- [EXERCISE MATERIALS]:
----

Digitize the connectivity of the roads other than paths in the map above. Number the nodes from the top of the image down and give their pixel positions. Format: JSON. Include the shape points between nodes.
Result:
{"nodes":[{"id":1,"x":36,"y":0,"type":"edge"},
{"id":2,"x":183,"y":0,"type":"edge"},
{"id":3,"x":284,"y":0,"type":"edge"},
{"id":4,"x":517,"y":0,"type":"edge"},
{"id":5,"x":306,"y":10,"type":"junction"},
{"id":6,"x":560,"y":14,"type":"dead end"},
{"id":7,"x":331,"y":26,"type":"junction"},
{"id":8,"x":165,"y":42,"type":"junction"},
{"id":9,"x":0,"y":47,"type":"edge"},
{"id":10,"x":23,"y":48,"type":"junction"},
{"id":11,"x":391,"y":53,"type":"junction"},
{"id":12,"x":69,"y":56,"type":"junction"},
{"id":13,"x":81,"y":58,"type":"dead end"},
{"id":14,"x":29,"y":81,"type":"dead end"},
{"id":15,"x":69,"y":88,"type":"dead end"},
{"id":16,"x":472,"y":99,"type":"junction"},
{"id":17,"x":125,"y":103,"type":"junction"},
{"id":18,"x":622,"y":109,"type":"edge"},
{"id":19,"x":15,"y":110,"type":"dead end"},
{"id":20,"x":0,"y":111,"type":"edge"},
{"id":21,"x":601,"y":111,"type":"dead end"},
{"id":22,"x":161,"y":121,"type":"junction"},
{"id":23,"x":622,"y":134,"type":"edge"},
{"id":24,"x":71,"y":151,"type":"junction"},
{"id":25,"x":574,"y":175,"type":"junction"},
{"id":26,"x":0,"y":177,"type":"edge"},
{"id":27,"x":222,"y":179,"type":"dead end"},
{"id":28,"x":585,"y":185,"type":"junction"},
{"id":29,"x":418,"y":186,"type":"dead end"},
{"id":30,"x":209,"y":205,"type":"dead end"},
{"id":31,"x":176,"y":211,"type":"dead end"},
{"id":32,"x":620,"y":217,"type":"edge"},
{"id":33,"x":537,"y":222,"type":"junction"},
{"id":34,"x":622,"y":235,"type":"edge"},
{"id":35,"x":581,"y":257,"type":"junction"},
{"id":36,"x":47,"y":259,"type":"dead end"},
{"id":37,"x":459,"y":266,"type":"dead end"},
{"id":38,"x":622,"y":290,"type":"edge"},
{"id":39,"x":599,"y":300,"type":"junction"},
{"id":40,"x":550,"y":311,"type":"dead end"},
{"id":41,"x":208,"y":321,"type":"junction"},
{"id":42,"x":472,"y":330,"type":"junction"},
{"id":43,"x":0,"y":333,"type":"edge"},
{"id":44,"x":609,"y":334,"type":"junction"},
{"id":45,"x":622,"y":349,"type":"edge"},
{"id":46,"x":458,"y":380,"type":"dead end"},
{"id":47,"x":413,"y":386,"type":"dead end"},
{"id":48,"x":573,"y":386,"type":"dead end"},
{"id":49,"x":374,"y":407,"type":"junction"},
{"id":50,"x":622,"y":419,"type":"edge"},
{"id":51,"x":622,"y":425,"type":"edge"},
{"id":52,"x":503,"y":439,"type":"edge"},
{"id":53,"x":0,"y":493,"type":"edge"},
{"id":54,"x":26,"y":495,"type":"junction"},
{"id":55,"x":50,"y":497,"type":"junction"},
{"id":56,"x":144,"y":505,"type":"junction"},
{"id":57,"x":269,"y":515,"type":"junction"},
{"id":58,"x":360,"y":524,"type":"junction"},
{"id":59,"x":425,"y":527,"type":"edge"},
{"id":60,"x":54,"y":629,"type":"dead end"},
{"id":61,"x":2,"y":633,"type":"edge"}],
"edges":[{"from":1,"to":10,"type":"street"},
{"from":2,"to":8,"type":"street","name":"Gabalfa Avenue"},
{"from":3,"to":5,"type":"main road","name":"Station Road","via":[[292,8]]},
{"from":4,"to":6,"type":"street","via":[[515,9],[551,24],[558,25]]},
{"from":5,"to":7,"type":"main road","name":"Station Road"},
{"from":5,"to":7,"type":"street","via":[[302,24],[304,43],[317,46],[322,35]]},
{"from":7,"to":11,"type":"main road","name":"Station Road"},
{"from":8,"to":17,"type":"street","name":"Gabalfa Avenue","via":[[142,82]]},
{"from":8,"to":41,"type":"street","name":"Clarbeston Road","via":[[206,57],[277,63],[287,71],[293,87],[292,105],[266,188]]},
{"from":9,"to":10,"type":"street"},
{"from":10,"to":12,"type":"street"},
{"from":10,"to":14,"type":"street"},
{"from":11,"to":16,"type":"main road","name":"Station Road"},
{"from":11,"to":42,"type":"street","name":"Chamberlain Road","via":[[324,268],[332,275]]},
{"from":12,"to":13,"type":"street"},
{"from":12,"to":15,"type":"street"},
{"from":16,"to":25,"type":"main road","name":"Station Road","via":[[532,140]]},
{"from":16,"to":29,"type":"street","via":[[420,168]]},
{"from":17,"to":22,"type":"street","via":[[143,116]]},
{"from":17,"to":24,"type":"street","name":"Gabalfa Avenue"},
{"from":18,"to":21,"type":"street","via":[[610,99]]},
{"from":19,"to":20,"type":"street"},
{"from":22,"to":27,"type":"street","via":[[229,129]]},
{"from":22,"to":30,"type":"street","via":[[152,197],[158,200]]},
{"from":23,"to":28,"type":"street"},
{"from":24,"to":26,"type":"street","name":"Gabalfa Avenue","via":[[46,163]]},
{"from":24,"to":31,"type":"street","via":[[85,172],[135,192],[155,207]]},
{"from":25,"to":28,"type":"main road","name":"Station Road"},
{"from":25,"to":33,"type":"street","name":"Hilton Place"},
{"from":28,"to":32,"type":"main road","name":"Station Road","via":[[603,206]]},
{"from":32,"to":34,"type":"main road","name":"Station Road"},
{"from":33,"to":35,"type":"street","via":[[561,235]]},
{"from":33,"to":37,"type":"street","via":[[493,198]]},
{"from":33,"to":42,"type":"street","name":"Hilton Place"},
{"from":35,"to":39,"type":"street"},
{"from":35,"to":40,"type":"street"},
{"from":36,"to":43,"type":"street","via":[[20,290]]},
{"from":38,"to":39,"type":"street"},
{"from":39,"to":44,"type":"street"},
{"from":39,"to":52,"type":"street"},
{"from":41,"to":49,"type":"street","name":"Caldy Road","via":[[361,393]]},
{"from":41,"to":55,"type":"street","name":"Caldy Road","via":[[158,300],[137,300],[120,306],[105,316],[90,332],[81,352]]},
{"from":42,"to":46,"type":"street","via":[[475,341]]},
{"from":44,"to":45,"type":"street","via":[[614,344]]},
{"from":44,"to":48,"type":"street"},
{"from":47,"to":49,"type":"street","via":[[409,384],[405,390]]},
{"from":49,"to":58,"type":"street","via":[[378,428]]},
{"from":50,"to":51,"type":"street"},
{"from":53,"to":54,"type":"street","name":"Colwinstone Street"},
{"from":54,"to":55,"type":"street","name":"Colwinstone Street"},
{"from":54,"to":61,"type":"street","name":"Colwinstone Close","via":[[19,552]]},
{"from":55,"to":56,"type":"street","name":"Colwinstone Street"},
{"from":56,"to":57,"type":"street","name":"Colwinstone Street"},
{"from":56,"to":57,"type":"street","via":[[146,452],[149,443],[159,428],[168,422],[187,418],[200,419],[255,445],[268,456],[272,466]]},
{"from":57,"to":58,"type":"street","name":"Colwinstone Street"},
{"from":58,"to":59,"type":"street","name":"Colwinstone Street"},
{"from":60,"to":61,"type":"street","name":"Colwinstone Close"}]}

----

Return every line of the entries above that the string "Close" appears in.

{"from":54,"to":61,"type":"street","name":"Colwinstone Close","via":[[19,552]]},
{"from":60,"to":61,"type":"street","name":"Colwinstone Close"}]}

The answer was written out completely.